Certes, les pays qui exportent vers la Chine sont de plus en plus dépendants du comportement de cet acheteur. Mais cela signifie aussi que la Chine est fragile, qu’elle n’est plus capable d’assurer une quelconque indépendance alimentaire et dépend largement des disponibilités mondiales.


« Mais cela signifie aussi que la Chine est fragile, qu’elle n’est plus capable d’assurer une quelconque indépendance alimentaire et dépend largement des disponibilités mondiales.»


Et si elle peut se permettre de ne plus importer d’orge d’Australie cette année, c’est que la récolte est suffisante ailleurs. Sinon...

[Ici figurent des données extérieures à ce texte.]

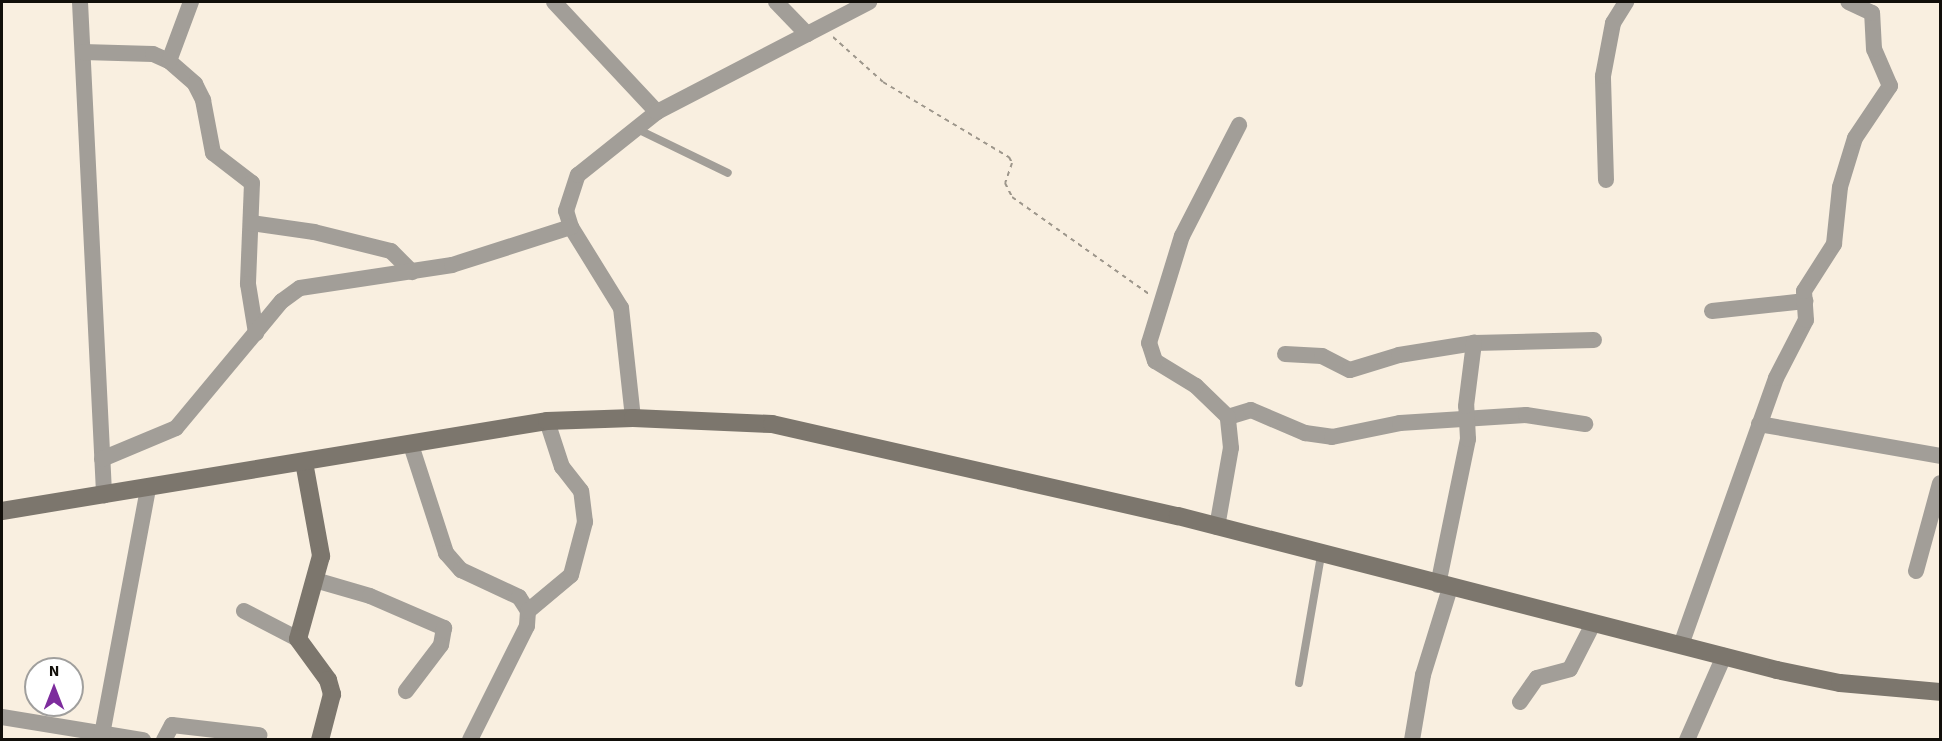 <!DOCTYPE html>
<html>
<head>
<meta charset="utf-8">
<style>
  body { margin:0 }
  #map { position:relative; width:1942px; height:741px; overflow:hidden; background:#f9efe0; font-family:"Source Sans 3",sans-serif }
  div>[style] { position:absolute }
  .path>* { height:2px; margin-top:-1px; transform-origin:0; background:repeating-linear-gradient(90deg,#9d968b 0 4.5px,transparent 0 9px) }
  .lane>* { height:8px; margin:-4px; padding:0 4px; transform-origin:4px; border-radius:4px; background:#a29e98 }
  .street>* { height:16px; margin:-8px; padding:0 8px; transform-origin:8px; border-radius:8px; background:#a29e98 }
  .secondary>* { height:18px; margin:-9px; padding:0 9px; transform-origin:9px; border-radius:9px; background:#7c766d }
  span { translate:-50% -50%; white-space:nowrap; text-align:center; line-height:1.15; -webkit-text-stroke:5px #fff; paint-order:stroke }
  .frame { position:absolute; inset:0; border:3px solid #120f0a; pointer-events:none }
  .north { position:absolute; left:24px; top:657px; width:60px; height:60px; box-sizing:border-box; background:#fff; border:2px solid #a09f9d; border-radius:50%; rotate:0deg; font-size:16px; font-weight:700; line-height:24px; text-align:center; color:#120f0a }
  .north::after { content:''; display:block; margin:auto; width:21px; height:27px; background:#7d2c9d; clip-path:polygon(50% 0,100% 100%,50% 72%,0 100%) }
</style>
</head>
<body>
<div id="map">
  <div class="path">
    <div style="left:833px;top:37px;width:67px;rotate:42deg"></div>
    <div style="left:883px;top:82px;width:147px;rotate:30.8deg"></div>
    <div style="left:1009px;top:157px;width:7px;rotate:63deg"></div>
    <div style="left:1012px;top:163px;width:21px;rotate:109deg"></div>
    <div style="left:1005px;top:183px;width:16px;rotate:63deg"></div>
    <div style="left:1012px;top:197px;width:168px;rotate:35.3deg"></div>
  </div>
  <div class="lane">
    <div style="left:635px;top:128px;width:103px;rotate:25.8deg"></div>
    <div style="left:1299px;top:683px;width:130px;rotate:-80.2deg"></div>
  </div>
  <div class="street">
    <div style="left:80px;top:2px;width:494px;rotate:87.2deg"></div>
    <div style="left:554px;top:2px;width:151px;rotate:46.9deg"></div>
    <div style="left:776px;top:2px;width:45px;rotate:45.9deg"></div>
    <div style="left:83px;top:52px;width:70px;rotate:1.6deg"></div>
    <div style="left:153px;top:54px;width:17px;rotate:24deg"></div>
    <div style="left:169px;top:61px;width:35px;rotate:41deg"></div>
    <div style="left:195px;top:84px;width:18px;rotate:63deg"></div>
    <div style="left:203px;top:100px;width:54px;rotate:79.3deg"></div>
    <div style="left:213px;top:153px;width:49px;rotate:37.6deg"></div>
    <div style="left:252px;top:183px;width:101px;rotate:92.3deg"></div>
    <div style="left:248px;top:284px;width:50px;rotate:80.7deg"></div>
    <div style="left:169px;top:61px;width:63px;rotate:-69.6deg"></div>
    <div style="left:1606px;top:180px;width:104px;rotate:-91.7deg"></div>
    <div style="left:1603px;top:76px;width:54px;rotate:-79.3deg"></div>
    <div style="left:1613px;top:23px;width:25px;rotate:-58deg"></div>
    <div style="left:251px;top:223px;width:64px;rotate:8.1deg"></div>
    <div style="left:314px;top:232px;width:79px;rotate:13.9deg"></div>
    <div style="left:391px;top:251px;width:30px;rotate:45deg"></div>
    <div style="left:1712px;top:311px;width:94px;rotate:-6.1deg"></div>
    <div style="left:1285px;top:354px;width:37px;rotate:3deg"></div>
    <div style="left:1322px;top:356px;width:31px;rotate:27deg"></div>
    <div style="left:1350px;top:370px;width:51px;rotate:-17deg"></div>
    <div style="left:1399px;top:355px;width:76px;rotate:-9.1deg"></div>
    <div style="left:1474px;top:343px;width:120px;rotate:-1.4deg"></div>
    <div style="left:1228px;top:417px;width:24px;rotate:-17deg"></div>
    <div style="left:1251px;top:410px;width:59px;rotate:23.1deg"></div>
    <div style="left:1305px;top:433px;width:27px;rotate:8deg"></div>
    <div style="left:1332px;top:437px;width:69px;rotate:-11.6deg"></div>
    <div style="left:1400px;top:423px;width:126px;rotate:-3.6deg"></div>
    <div style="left:1526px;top:415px;width:60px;rotate:8.7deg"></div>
    <div style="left:633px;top:418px;width:111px;rotate:-96.2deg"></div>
    <div style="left:621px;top:308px;width:95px;rotate:-121.7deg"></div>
    <div style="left:571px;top:227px;width:17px;rotate:-107deg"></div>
    <div style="left:566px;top:211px;width:38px;rotate:-72deg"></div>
    <div style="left:578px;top:175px;width:101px;rotate:-38.6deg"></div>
    <div style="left:657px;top:112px;width:239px;rotate:-27.4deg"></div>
    <div style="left:1759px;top:424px;width:184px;rotate:10deg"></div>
    <div style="left:411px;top:445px;width:114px;rotate:72deg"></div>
    <div style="left:446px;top:553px;width:23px;rotate:49deg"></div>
    <div style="left:461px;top:570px;width:64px;rotate:25deg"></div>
    <div style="left:519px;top:597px;width:17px;rotate:57deg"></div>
    <div style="left:528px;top:611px;width:15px;rotate:94deg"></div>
    <div style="left:527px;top:626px;width:127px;rotate:116.6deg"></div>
    <div style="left:102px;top:459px;width:80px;rotate:-22.7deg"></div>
    <div style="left:176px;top:428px;width:165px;rotate:-50.2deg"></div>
    <div style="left:282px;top:301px;width:22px;rotate:-36deg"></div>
    <div style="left:300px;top:288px;width:154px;rotate:-8.6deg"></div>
    <div style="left:452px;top:265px;width:125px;rotate:-17.7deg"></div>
    <div style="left:1217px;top:527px;width:80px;rotate:-80deg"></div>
    <div style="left:1231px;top:448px;width:31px;rotate:-96deg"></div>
    <div style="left:1228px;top:417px;width:45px;rotate:-135.9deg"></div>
    <div style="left:1196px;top:386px;width:48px;rotate:-148.6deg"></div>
    <div style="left:1155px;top:361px;width:19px;rotate:-108deg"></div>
    <div style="left:1149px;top:343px;width:112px;rotate:-72.9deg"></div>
    <div style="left:1182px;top:236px;width:125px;rotate:-62.8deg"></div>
    <div style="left:1916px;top:571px;width:91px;rotate:-74.7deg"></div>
    <div style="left:315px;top:580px;width:57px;rotate:16.2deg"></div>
    <div style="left:370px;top:596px;width:81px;rotate:23.4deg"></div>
    <div style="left:444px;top:628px;width:17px;rotate:100deg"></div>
    <div style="left:441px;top:645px;width:58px;rotate:127.3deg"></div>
    <div style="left:1438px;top:585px;width:149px;rotate:-78.4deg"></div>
    <div style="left:1468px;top:439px;width:33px;rotate:-93deg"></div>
    <div style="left:1466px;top:406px;width:64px;rotate:-82.8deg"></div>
    <div style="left:244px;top:611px;width:61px;rotate:27.4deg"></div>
    <div style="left:528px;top:611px;width:56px;rotate:-39.9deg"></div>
    <div style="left:571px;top:575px;width:55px;rotate:-75.2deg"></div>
    <div style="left:585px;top:522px;width:31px;rotate:-97deg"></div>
    <div style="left:581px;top:491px;width:31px;rotate:-128deg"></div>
    <div style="left:562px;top:467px;width:48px;rotate:-108.1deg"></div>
    <div style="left:1681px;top:645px;width:283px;rotate:-70.4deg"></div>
    <div style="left:1776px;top:378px;width:65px;rotate:-62.7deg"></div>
    <div style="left:1806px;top:320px;width:29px;rotate:-94deg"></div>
    <div style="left:1804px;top:291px;width:56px;rotate:-57.4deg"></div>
    <div style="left:1834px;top:244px;width:57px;rotate:-84deg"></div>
    <div style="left:1840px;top:187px;width:51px;rotate:-73deg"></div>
    <div style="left:1855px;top:138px;width:63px;rotate:-56.1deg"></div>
    <div style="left:1890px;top:86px;width:40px;rotate:-113.4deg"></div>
    <div style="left:1874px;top:49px;width:36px;rotate:-93deg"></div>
    <div style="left:1872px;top:13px;width:26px;rotate:-155deg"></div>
    <div style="left:1520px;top:702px;width:29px;rotate:-55deg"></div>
    <div style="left:1537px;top:678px;width:34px;rotate:-15deg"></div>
    <div style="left:1570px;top:669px;width:51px;rotate:-62.9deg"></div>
    <div style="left:2px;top:717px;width:143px;rotate:9.3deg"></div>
    <div style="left:101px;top:740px;width:256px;rotate:-79.4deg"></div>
    <div style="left:164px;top:740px;width:17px;rotate:-62deg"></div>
    <div style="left:172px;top:725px;width:88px;rotate:6.6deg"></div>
    <div style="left:1412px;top:740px;width:66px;rotate:-80.4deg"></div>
    <div style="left:1423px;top:675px;width:91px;rotate:-72.8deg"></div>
    <div style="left:1687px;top:740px;width:92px;rotate:-66.2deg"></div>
  </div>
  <div class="secondary">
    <div style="left:304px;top:462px;width:96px;rotate:79.7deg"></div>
    <div style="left:321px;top:556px;width:86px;rotate:105.5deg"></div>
    <div style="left:298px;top:639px;width:51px;rotate:53.8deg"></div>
    <div style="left:328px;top:680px;width:15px;rotate:74deg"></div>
    <div style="left:332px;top:694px;width:48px;rotate:104.6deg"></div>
    <div style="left:2px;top:511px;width:552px;rotate:-9.38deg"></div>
    <div style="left:547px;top:421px;width:86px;rotate:-2deg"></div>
    <div style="left:633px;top:418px;width:139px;rotate:2.5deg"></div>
    <div style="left:772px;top:424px;width:416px;rotate:12.8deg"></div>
    <div style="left:1178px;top:516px;width:618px;rotate:14.42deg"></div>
    <div style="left:1777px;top:670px;width:64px;rotate:11.7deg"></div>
    <div style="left:1840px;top:683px;width:100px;rotate:5.1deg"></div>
  </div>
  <div class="frame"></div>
  <div class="north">N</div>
</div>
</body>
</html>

AE : Lorsque la Chine est grande consommatrice d’un produit agricole, son approvisionnement mondial explose. Cela a été le cas du soja dans les années 90, avec le développement de l’offre au Brésil et en Argentine. Est-ce qu’on peut dire que la Chine fait la pluie et le beau temps sur les marchés agricoles mondiaux ?

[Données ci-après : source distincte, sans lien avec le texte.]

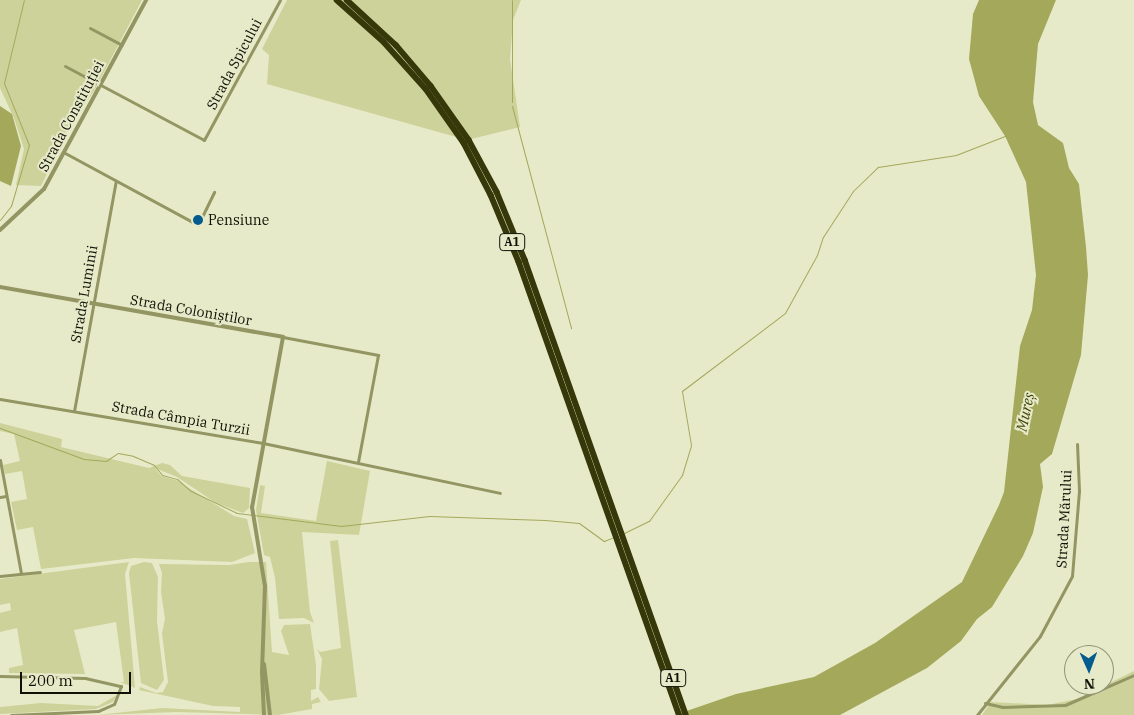 <!DOCTYPE html>
<meta charset="utf-8">
<style>
body{margin:0}
#map{position:relative;width:1134px;height:715px;overflow:hidden;background:#e7eac8;font-family:"IBM Plex Serif",serif}
div>[style]{position:absolute}
[style*='--x']{left:calc(var(--x)*1px);top:calc(var(--y)*1px);width:calc(var(--w)*1px);rotate:calc(var(--a)*1deg)}
.green>*{inset:0;background:#cdd29a}
.water>*{inset:0;background:#a4a85b}
.stream>*{height:1px;margin:-0.5px;padding:0 0.5px;transform-origin:0.5px;border-radius:0.5px;background:#a4a85b}
.minor>*{height:3px;margin:-1.5px;padding:0 1.5px;transform-origin:1.5px;border-radius:1.5px;background:#939662}
.tertiary>*{height:4px;margin:-2px;padding:0 2px;transform-origin:2px;border-radius:2px;background:#939662}
.motorway>*{height:5.5px;margin:-2.75px;padding:0 2.75px;transform-origin:2.75px;border-radius:2.75px;background:#36380a}
.dots>*{width:14px;height:14px;translate:-50% -50%;box-sizing:border-box;border:2px solid #e7eac8;border-radius:50%}
span{translate:-50% -50%;white-space:nowrap;text-align:center;line-height:1.15;-webkit-text-stroke:4px #e7eac8;paint-order:stroke}
.shield-label span{padding:1px 4px;background:#e7eac8;border:1px solid;border-radius:4px;-webkit-text-stroke-width:0}
.shield-label{font-size:12px;color:#101106;font-weight:700}
.street-label{font-size:14px;color:#101106}
.poi-label{font-size:14px;color:#101106}
.left{translate:0 -50%;text-align:left}
.water-label{font-size:15px;color:#3d3f00;font-style:italic}
.north{position:absolute;left:1064px;top:645px;width:50px;height:50px;box-sizing:border-box;background:#e7eac8;border:1px solid #91937a;border-radius:50%;rotate:178deg;font-size:14px;font-weight:700;line-height:20px;text-align:center;color:#101106}
.north::after{content:'';display:block;margin:auto;width:18px;height:22px;background:#045b8d;clip-path:polygon(50% 0,100% 100%,50% 72%,0 100%)}
.scale{position:absolute;left:20px;top:672px;width:111px;height:22px;box-sizing:border-box;border:2px solid #101106;border-top:0;padding-left:6px;font-size:15px;line-height:18px;white-space:nowrap;color:#101106;-webkit-text-stroke:4px #e7eac8;paint-order:stroke}
</style>
<div id="map">
<div class="green">
<div style="clip-path:polygon(0 0,142px 0,94px 91px,72px 122px,41px 186px,16px 185px,24px 149px,14px 118px,0 88px)"></div>
<div style="clip-path:polygon(287px 0,521px 0,513px 20px,510px 59px,520px 127px,467px 140px,267px 84px,269px 55px,262px 49px)"></div>
<div style="clip-path:polygon(0 423px,62px 439px,61px 447px,149px 468px,162px 463px,170px 465px,182px 476px,250px 488px,249px 508px,243px 513px,216px 503px,177px 477px,155px 468px,161px 476px,176px 480px,234px 516px,247px 519px,255px 553px,232px 562px,134px 558px,41px 569px,33px 527px,17px 530px,11px 502px,27px 499px,22px 471px,5px 474px,3px 465px,20px 461px,14px 434px,0 431px)"></div>
<div style="clip-path:polygon(327px 461px,370px 471px,359px 535px,302px 532px,310px 612px,314px 623px,304px 618px,279px 619px,275px 578px,270px 557px,264px 555px,256px 510px,260px 485px,265px 486px,261px 513px,316px 521px)"></div>
<div style="clip-path:polygon(338px 540px,357px 697px,329px 701px,319px 689px,322px 659px,317px 649px,320px 652px,341px 648px,330px 541px)"></div>
<div style="clip-path:polygon(129px 562px,125px 574px,135px 688px,120px 682px,124px 682px,116px 622px,74px 630px,85px 674px,9px 673px,9px 668px,23px 665px,17px 628px,0 632px,0 613px,11px 610px,10px 603px,0 605px,0 579px)"></div>
<div style="clip-path:polygon(144px 562px,152px 563px,158px 577px,157px 621px,164px 680px,157px 690px,141px 683px,129px 573px,131px 566px)"></div>
<div style="clip-path:polygon(249px 562px,266px 562px,272px 652px,289px 655px,281px 631px,284px 625px,310px 624px,316px 665px,316px 689px,311px 690px,311px 701px,318px 697px,321px 702px,312px 704px,312px 709px,278px 715px,177px 712px,97px 715px,162px 708px,240px 712px,240px 707px,213px 706px,139px 690px,140px 687px,156px 693px,163px 692px,168px 682px,162px 633px,165px 619px,161px 592px,162px 573px,159px 564px,229px 565px)"></div>
<div style="clip-path:polygon(1134px 671px,1134px 715px,982px 715px,991px 702px,1047px 705px,1077px 699px)"></div>
<div style="clip-path:polygon(117px 695px,113px 702px,96px 709px,0 714px,0 707px,41px 703px,98px 706px)"></div>
</div>
<div class="water">
<div style="clip-path:polygon(979px 0,1056px 0,1038px 44px,1033px 102px,1038px 125px,1063px 143px,1069px 168px,1079px 184px,1086px 247px,1088px 275px,1081px 355px,1052px 454px,1040px 464px,1043px 487px,1033px 533px,1023px 556px,992px 607px,977px 619px,961px 641px,927px 668px,840px 715px,675px 715px,736px 694px,814px 677px,875px 643px,962px 582px,999px 505px,1004px 492px,1020px 346px,1032px 310px,1036px 275px,1026px 182px,1005px 136px,979px 96px,969px 59px,973px 14px)"></div>
<div style="clip-path:polygon(0 106px,12px 114px,21px 146px,11px 186px,0 181px)"></div>
</div>
<div class="stream">
<div style="--x:512;--y:0;--w:102;--a:90"></div>
<div style="--x:512;--y:106;--w:230;--a:75.1"></div>
<div style="--x:0;--y:220;--w:18;--a:-52"></div>
<div style="--x:11;--y:206;--w:64;--a:-73.6"></div>
<div style="--x:29;--y:145;--w:67;--a:-112"></div>
<div style="--x:4;--y:83;--w:85;--a:-76.5"></div>
<div style="--x:0;--y:428;--w:90;--a:20.3"></div>
<div style="--x:84;--y:459;--w:22;--a:5"></div>
<div style="--x:106;--y:461;--w:14;--a:-34"></div>
<div style="--x:118;--y:453;--w:15;--a:11"></div>
<div style="--x:133;--y:456;--w:23;--a:23"></div>
<div style="--x:154;--y:465;--w:13;--a:51"></div>
<div style="--x:162;--y:475;--w:16;--a:15"></div>
<div style="--x:177;--y:479;--w:18;--a:41"></div>
<div style="--x:191;--y:491;--w:51;--a:25.6"></div>
<div style="--x:237;--y:513;--w:105;--a:7.1"></div>
<div style="--x:341;--y:526;--w:89;--a:-6.5"></div>
<div style="--x:429;--y:516;--w:116;--a:2"></div>
<div style="--x:545;--y:520;--w:34;--a:5"></div>
<div style="--x:579;--y:523;--w:31;--a:36"></div>
<div style="--x:604;--y:541;--w:11;--a:-22"></div>
<div style="--x:624;--y:533;--w:28;--a:-26"></div>
<div style="--x:649;--y:521;--w:57;--a:-54.3"></div>
<div style="--x:682;--y:475;--w:31;--a:-73"></div>
<div style="--x:691;--y:445;--w:55;--a:-99.5"></div>
<div style="--x:682;--y:391;--w:129;--a:-37.1"></div>
<div style="--x:785;--y:313;--w:66;--a:-61.1"></div>
<div style="--x:817;--y:255;--w:19;--a:-72"></div>
<div style="--x:823;--y:237;--w:55;--a:-56.9"></div>
<div style="--x:853;--y:191;--w:35;--a:-44"></div>
<div style="--x:878;--y:167;--w:79;--a:-8.7"></div>
<div style="--x:956;--y:155;--w:53;--a:-21.2"></div>
</div>
<div class="minor">
<div style="--x:90;--y:28;--w:36;--a:28"></div>
<div style="--x:65;--y:66;--w:157;--a:28"></div>
<div style="--x:204;--y:140;--w:159;--a:-61.5"></div>
<div style="--x:65;--y:153;--w:151;--a:28.4"></div>
<div style="--x:198;--y:225;--w:37;--a:-64"></div>
<div style="--x:283;--y:337;--w:97;--a:10.7"></div>
<div style="--x:378;--y:355;--w:109;--a:100.6"></div>
<div style="--x:0;--y:399;--w:267;--a:9.5"></div>
<div style="--x:263;--y:443;--w:242;--a:11.9"></div>
<div style="--x:74;--y:411;--w:234;--a:-79.7"></div>
<div style="--x:0;--y:460;--w:115;--a:79.5"></div>
<div style="--x:0;--y:497;--w:6;--a:-9"></div>
<div style="--x:0;--y:576;--w:40;--a:-5.7"></div>
<div style="--x:0;--y:676;--w:85;--a:1.3"></div>
<div style="--x:85;--y:678;--w:37;--a:13"></div>
<div style="--x:121;--y:686;--w:19;--a:111"></div>
<div style="--x:114;--y:704;--w:17;--a:156"></div>
<div style="--x:98;--y:711;--w:87;--a:177.4"></div>
<div style="--x:985;--y:703;--w:17;--a:13"></div>
<div style="--x:1002;--y:707;--w:63;--a:-1.8"></div>
<div style="--x:1065;--y:705;--w:75;--a:-23.5"></div>
<div style="--x:977;--y:715;--w:101;--a:-51.4"></div>
<div style="--x:1040;--y:636;--w:68;--a:-61.9"></div>
<div style="--x:1072;--y:576;--w:85;--a:-85.3"></div>
<div style="--x:1079;--y:491;--w:47;--a:-92.4"></div>
</div>
<div class="tertiary">
<div style="--x:0;--y:230;--w:60;--a:-43"></div>
<div style="--x:44;--y:189;--w:215;--a:-61.6"></div>
<div style="--x:0;--y:287;--w:287;--a:10"></div>
<div style="--x:283;--y:337;--w:173;--a:100.3"></div>
<div style="--x:252;--y:507;--w:80;--a:80.7"></div>
<div style="--x:265;--y:586;--w:87;--a:92"></div>
<div style="--x:262;--y:673;--w:42;--a:87.3"></div>
<div style="--x:264;--y:664;--w:51;--a:83.3"></div>
</div>
<div class="motorway">
<div style="--x:337;--y:0;--w:63;--a:41.8"></div>
<div style="--x:384;--y:42;--w:63;--a:48.2"></div>
<div style="--x:426;--y:89;--w:66;--a:54.9"></div>
<div style="--x:464;--y:143;--w:59;--a:62.6"></div>
<div style="--x:491;--y:195;--w:73;--a:67.3"></div>
<div style="--x:519;--y:262;--w:480;--a:70.5"></div>
<div style="--x:347;--y:0;--w:67;--a:42.6"></div>
<div style="--x:396;--y:45;--w:54;--a:49.5"></div>
<div style="--x:431;--y:86;--w:66;--a:54.9"></div>
<div style="--x:469;--y:140;--w:59;--a:61.7"></div>
<div style="--x:497;--y:192;--w:74;--a:67.6"></div>
<div style="--x:525;--y:260;--w:483;--a:70.5"></div>
</div>
<div class="dots">
<div style="left:198px;top:220px;background:#045b8d"></div>
</div>
<div class="shield-label">
<span style="left:512px;top:242px">A1</span>
<span style="left:673px;top:678px">A1</span>
</div>
<div class="street-label">
<span style="left:234px;top:64px;rotate:-62deg">Strada Spicului</span>
<span style="left:71px;top:116px;rotate:-62deg">Strada Constituției</span>
<span style="left:84px;top:294px;rotate:-80deg">Strada Luminii</span>
<span style="left:191px;top:310px;rotate:10deg">Strada Coloniștilor</span>
<span style="left:181px;top:418px;rotate:10deg">Strada Câmpia Turzii</span>
<span style="left:1064px;top:519px;rotate:-87deg">Strada Mărului</span>
</div>
<div class="poi-label">
<span class="left" style="left:208px;top:220px">Pensiune</span>
</div>
<div class="water-label">
<span style="left:1025px;top:412px;rotate:-78deg">Mureș</span>
</div>
<div class="north">N</div>
<div class="scale">200 m</div>
</div>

François Luguenot : Non. Le commerce est une relation entre vendeurs et acheteurs, chacun dépendant de l’autre. Certes, depuis le début de la campagne actuelle, les prix des céréales et du soja ont été poussés à la hausse à cause des énormes achats de la Chine. Mais, en ce qui concerne le blé, le prix n’a crû que dans le sillage des inquiétudes climatiques et de l’augmentation du prix du maïs.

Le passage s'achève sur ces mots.